Dataset entries:
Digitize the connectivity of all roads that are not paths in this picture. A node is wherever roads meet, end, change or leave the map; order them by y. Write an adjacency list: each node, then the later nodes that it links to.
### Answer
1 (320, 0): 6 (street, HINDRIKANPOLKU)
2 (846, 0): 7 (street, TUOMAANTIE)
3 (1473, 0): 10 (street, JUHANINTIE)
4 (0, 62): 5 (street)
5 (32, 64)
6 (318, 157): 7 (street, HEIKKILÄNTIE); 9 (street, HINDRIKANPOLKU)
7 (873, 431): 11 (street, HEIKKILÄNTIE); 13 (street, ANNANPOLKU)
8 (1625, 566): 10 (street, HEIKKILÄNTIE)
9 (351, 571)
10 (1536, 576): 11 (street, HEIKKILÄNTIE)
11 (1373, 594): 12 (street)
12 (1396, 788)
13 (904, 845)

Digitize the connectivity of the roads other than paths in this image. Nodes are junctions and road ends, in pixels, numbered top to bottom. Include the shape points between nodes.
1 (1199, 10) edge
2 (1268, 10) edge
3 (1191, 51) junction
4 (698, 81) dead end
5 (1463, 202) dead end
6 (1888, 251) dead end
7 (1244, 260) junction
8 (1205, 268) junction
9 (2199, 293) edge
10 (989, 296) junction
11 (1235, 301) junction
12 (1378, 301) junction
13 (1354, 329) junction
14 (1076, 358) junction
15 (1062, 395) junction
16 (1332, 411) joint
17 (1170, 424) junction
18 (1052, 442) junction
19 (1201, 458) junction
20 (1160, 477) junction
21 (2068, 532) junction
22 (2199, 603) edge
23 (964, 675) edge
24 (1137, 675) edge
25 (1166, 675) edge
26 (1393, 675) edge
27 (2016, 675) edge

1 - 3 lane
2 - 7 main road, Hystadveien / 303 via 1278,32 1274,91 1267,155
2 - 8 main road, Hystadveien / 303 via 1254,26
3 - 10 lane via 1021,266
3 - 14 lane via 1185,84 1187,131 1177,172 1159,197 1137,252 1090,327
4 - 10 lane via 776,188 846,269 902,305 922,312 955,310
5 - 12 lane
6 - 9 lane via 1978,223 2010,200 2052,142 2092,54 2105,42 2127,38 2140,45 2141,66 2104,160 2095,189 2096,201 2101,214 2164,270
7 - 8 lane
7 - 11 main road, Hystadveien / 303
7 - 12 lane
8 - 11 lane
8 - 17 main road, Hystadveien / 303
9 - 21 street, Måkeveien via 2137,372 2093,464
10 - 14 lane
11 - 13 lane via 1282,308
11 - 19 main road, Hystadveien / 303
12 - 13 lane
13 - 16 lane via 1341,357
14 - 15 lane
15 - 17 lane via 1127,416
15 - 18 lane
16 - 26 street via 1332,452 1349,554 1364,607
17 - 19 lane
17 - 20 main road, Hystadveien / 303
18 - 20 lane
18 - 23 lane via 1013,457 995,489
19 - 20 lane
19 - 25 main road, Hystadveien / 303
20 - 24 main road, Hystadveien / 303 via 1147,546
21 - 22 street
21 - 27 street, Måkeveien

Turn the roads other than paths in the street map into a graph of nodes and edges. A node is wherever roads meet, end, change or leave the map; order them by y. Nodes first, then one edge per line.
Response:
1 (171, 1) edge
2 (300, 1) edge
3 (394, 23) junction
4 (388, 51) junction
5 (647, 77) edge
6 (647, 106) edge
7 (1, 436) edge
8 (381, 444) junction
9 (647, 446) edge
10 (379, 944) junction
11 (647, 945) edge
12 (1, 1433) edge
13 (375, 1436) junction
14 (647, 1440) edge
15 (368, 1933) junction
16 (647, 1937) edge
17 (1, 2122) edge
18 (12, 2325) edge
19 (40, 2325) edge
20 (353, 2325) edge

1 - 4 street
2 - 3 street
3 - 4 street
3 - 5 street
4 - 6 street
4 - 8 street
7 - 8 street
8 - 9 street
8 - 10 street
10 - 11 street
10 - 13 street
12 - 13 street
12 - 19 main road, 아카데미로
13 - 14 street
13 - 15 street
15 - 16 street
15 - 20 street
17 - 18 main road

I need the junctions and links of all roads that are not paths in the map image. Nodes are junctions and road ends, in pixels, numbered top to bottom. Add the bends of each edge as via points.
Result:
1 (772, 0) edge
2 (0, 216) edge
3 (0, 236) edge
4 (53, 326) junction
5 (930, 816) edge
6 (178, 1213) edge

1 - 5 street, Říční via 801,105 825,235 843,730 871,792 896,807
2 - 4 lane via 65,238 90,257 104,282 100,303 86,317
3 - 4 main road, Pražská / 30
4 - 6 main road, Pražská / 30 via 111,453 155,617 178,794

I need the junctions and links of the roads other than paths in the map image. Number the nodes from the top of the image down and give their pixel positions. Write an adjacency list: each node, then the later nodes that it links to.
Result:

■ PROBLEM TO SOLVE: For this exercise, output the entries above exactly as written.

■ WRITTEN RESPONSE:
Digitize the connectivity of all roads that are not paths in this picture. A node is wherever roads meet, end, change or leave the map; order them by y. Write an adjacency list: each node, then the later nodes that it links to.
### Answer
1 (320, 0): 6 (street, HINDRIKANPOLKU)
2 (846, 0): 7 (street, TUOMAANTIE)
3 (1473, 0): 10 (street, JUHANINTIE)
4 (0, 62): 5 (street)
5 (32, 64)
6 (318, 157): 7 (street, HEIKKILÄNTIE); 9 (street, HINDRIKANPOLKU)
7 (873, 431): 11 (street, HEIKKILÄNTIE); 13 (street, ANNANPOLKU)
8 (1625, 566): 10 (street, HEIKKILÄNTIE)
9 (351, 571)
10 (1536, 576): 11 (street, HEIKKILÄNTIE)
11 (1373, 594): 12 (street)
12 (1396, 788)
13 (904, 845)

Digitize the connectivity of the roads other than paths in this image. Nodes are junctions and road ends, in pixels, numbered top to bottom. Include the shape points between nodes.
1 (1199, 10) edge
2 (1268, 10) edge
3 (1191, 51) junction
4 (698, 81) dead end
5 (1463, 202) dead end
6 (1888, 251) dead end
7 (1244, 260) junction
8 (1205, 268) junction
9 (2199, 293) edge
10 (989, 296) junction
11 (1235, 301) junction
12 (1378, 301) junction
13 (1354, 329) junction
14 (1076, 358) junction
15 (1062, 395) junction
16 (1332, 411) joint
17 (1170, 424) junction
18 (1052, 442) junction
19 (1201, 458) junction
20 (1160, 477) junction
21 (2068, 532) junction
22 (2199, 603) edge
23 (964, 675) edge
24 (1137, 675) edge
25 (1166, 675) edge
26 (1393, 675) edge
27 (2016, 675) edge

1 - 3 lane
2 - 7 main road, Hystadveien / 303 via 1278,32 1274,91 1267,155
2 - 8 main road, Hystadveien / 303 via 1254,26
3 - 10 lane via 1021,266
3 - 14 lane via 1185,84 1187,131 1177,172 1159,197 1137,252 1090,327
4 - 10 lane via 776,188 846,269 902,305 922,312 955,310
5 - 12 lane
6 - 9 lane via 1978,223 2010,200 2052,142 2092,54 2105,42 2127,38 2140,45 2141,66 2104,160 2095,189 2096,201 2101,214 2164,270
7 - 8 lane
7 - 11 main road, Hystadveien / 303
7 - 12 lane
8 - 11 lane
8 - 17 main road, Hystadveien / 303
9 - 21 street, Måkeveien via 2137,372 2093,464
10 - 14 lane
11 - 13 lane via 1282,308
11 - 19 main road, Hystadveien / 303
12 - 13 lane
13 - 16 lane via 1341,357
14 - 15 lane
15 - 17 lane via 1127,416
15 - 18 lane
16 - 26 street via 1332,452 1349,554 1364,607
17 - 19 lane
17 - 20 main road, Hystadveien / 303
18 - 20 lane
18 - 23 lane via 1013,457 995,489
19 - 20 lane
19 - 25 main road, Hystadveien / 303
20 - 24 main road, Hystadveien / 303 via 1147,546
21 - 22 street
21 - 27 street, Måkeveien

Turn the roads other than paths in the street map into a graph of nodes and edges. A node is wherever roads meet, end, change or leave the map; order them by y. Nodes first, then one edge per line.
Response:
1 (171, 1) edge
2 (300, 1) edge
3 (394, 23) junction
4 (388, 51) junction
5 (647, 77) edge
6 (647, 106) edge
7 (1, 436) edge
8 (381, 444) junction
9 (647, 446) edge
10 (379, 944) junction
11 (647, 945) edge
12 (1, 1433) edge
13 (375, 1436) junction
14 (647, 1440) edge
15 (368, 1933) junction
16 (647, 1937) edge
17 (1, 2122) edge
18 (12, 2325) edge
19 (40, 2325) edge
20 (353, 2325) edge

1 - 4 street
2 - 3 street
3 - 4 street
3 - 5 street
4 - 6 street
4 - 8 street
7 - 8 street
8 - 9 street
8 - 10 street
10 - 11 street
10 - 13 street
12 - 13 street
12 - 19 main road, 아카데미로
13 - 14 street
13 - 15 street
15 - 16 street
15 - 20 street
17 - 18 main road

I need the junctions and links of all roads that are not paths in the map image. Nodes are junctions and road ends, in pixels, numbered top to bottom. Add the bends of each edge as via points.
Result:
1 (772, 0) edge
2 (0, 216) edge
3 (0, 236) edge
4 (53, 326) junction
5 (930, 816) edge
6 (178, 1213) edge

1 - 5 street, Říční via 801,105 825,235 843,730 871,792 896,807
2 - 4 lane via 65,238 90,257 104,282 100,303 86,317
3 - 4 main road, Pražská / 30
4 - 6 main road, Pražská / 30 via 111,453 155,617 178,794

I need the junctions and links of the roads other than paths in the map image. Number the nodes from the top of the image down and give their pixel positions. Write an adjacency list: each node, then the later nodes that it links to.
Result:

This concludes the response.